Data records:
================================
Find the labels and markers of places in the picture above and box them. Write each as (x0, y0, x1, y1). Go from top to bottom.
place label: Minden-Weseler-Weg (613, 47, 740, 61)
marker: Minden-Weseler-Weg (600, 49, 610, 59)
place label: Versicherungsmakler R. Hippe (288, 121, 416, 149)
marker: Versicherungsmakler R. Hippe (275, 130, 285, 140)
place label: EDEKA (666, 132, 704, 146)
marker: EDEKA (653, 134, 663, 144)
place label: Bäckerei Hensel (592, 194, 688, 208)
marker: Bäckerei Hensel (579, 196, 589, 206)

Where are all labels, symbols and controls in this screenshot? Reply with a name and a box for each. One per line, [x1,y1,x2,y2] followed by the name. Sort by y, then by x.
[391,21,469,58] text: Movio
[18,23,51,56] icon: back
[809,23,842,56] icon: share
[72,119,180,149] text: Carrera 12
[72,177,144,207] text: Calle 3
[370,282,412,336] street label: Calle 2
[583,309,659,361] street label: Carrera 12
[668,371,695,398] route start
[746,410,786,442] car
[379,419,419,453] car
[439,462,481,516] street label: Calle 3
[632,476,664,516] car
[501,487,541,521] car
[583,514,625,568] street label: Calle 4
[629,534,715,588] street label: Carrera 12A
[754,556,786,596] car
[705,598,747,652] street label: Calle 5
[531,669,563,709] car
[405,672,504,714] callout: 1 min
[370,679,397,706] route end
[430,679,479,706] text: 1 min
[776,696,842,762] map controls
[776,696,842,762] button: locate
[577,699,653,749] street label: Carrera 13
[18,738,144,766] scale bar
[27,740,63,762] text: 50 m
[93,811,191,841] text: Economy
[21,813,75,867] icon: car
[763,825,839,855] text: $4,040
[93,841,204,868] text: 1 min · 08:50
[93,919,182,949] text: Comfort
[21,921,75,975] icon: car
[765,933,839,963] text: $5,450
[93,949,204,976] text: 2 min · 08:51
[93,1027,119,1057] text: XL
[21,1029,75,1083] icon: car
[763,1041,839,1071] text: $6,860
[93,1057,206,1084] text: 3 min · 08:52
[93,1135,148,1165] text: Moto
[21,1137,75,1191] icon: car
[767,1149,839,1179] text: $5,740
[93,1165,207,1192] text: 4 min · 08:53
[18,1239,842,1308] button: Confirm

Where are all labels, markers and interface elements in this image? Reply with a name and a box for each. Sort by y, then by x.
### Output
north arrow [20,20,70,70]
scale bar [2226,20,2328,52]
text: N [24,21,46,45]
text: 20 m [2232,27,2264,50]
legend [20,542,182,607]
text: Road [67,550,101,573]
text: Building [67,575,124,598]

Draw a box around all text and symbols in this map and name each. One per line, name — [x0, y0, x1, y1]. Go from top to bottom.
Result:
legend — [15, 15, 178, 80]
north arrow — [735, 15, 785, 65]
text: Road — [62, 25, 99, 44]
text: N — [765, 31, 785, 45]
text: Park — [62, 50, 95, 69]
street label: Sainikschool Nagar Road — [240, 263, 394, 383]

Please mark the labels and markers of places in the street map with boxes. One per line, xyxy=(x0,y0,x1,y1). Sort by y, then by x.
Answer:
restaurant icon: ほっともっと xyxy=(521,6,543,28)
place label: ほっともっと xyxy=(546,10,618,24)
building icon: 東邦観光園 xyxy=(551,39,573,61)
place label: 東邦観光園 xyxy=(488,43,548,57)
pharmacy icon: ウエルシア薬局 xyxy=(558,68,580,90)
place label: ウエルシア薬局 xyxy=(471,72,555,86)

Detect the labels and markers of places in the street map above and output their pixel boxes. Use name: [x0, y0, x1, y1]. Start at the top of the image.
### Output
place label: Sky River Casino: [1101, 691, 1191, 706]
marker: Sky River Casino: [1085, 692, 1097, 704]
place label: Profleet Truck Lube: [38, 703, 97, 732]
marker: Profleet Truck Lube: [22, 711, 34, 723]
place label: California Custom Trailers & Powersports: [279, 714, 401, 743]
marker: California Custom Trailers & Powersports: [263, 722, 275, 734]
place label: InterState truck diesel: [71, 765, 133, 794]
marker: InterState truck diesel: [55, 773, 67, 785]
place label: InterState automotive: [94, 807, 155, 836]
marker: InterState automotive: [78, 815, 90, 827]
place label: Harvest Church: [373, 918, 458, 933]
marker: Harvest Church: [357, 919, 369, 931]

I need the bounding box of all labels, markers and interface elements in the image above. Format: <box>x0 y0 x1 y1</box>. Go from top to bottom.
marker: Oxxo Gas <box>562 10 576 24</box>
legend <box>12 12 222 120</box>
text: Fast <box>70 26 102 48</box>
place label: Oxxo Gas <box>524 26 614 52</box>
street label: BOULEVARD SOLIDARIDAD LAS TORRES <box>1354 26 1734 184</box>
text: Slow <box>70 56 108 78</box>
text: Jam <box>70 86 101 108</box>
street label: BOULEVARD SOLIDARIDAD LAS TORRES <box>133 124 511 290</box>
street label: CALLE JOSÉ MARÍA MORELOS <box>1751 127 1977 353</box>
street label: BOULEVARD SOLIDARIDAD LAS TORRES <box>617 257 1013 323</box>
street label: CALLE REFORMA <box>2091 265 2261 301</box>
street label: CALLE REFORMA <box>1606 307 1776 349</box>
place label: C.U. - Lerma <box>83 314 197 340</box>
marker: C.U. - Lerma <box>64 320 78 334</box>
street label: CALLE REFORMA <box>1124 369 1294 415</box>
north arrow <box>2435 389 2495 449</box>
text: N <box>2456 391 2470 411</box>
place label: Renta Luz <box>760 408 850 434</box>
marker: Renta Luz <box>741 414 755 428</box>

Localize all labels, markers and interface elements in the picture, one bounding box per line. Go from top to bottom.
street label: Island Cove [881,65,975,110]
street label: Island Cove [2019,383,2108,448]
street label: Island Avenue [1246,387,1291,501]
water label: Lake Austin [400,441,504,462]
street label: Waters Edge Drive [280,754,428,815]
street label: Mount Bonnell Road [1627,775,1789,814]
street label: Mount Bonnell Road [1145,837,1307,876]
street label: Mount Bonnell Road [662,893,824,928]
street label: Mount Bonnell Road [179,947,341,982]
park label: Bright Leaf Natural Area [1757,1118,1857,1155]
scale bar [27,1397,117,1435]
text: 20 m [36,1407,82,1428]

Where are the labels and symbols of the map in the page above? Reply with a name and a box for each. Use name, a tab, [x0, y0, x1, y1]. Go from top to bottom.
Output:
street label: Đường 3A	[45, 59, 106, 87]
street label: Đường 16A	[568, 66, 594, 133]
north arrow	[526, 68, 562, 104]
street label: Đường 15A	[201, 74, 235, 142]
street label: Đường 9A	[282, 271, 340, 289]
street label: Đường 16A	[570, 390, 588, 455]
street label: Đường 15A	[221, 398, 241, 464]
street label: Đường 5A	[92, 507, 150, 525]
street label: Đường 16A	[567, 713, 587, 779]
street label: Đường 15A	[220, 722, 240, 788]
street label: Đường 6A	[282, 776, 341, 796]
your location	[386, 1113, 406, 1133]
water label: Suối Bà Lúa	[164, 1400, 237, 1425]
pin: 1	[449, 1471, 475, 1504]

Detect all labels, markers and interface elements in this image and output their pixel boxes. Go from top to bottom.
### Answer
================================
Nothing but lines that contain "boxes" should appear in the answer. Copy each from the records.

→ **EXERCISE OUTPUT**:
Please mark the labels and markers of places in the street map with boxes. One per line, xyxy=(x0,y0,x1,y1). Sort by y, then by x.
Detect the labels and markers of places in the street map above and output their pixel boxes. Use name: [x0, y0, x1, y1]. Start at the top of the image.
Detect all labels, markers and interface elements in this image and output their pixel boxes. Go from top to bottom.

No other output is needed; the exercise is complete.